Requirement
All of the data is to be copied word for word.
════════════════════
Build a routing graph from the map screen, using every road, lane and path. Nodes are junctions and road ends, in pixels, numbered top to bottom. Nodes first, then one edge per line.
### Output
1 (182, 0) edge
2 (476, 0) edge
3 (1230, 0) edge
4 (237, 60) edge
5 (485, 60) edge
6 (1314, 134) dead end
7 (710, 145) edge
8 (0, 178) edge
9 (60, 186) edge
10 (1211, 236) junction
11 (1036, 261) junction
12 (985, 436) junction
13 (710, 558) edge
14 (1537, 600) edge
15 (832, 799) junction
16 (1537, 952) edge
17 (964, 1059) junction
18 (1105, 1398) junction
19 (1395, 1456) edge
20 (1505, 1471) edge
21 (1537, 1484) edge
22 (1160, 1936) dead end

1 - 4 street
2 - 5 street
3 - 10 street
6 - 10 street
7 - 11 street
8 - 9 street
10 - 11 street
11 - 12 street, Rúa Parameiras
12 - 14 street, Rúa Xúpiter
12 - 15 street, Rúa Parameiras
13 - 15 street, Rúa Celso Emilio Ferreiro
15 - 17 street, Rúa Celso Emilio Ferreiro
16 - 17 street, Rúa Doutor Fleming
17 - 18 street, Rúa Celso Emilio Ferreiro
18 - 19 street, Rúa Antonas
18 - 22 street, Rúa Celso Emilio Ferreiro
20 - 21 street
════════════════════
Response to this exercise
Build a routing graph from the map screen, using every road, lane and path. Nodes are junctions and road ends, in pixels, numbered top to bottom. Nodes first, then one edge per line.
### Output
1 (182, 0) edge
2 (476, 0) edge
3 (1230, 0) edge
4 (237, 60) edge
5 (485, 60) edge
6 (1314, 134) dead end
7 (710, 145) edge
8 (0, 178) edge
9 (60, 186) edge
10 (1211, 236) junction
11 (1036, 261) junction
12 (985, 436) junction
13 (710, 558) edge
14 (1537, 600) edge
15 (832, 799) junction
16 (1537, 952) edge
17 (964, 1059) junction
18 (1105, 1398) junction
19 (1395, 1456) edge
20 (1505, 1471) edge
21 (1537, 1484) edge
22 (1160, 1936) dead end

1 - 4 street
2 - 5 street
3 - 10 street
6 - 10 street
7 - 11 street
8 - 9 street
10 - 11 street
11 - 12 street, Rúa Parameiras
12 - 14 street, Rúa Xúpiter
12 - 15 street, Rúa Parameiras
13 - 15 street, Rúa Celso Emilio Ferreiro
15 - 17 street, Rúa Celso Emilio Ferreiro
16 - 17 street, Rúa Doutor Fleming
17 - 18 street, Rúa Celso Emilio Ferreiro
18 - 19 street, Rúa Antonas
18 - 22 street, Rúa Celso Emilio Ferreiro
20 - 21 street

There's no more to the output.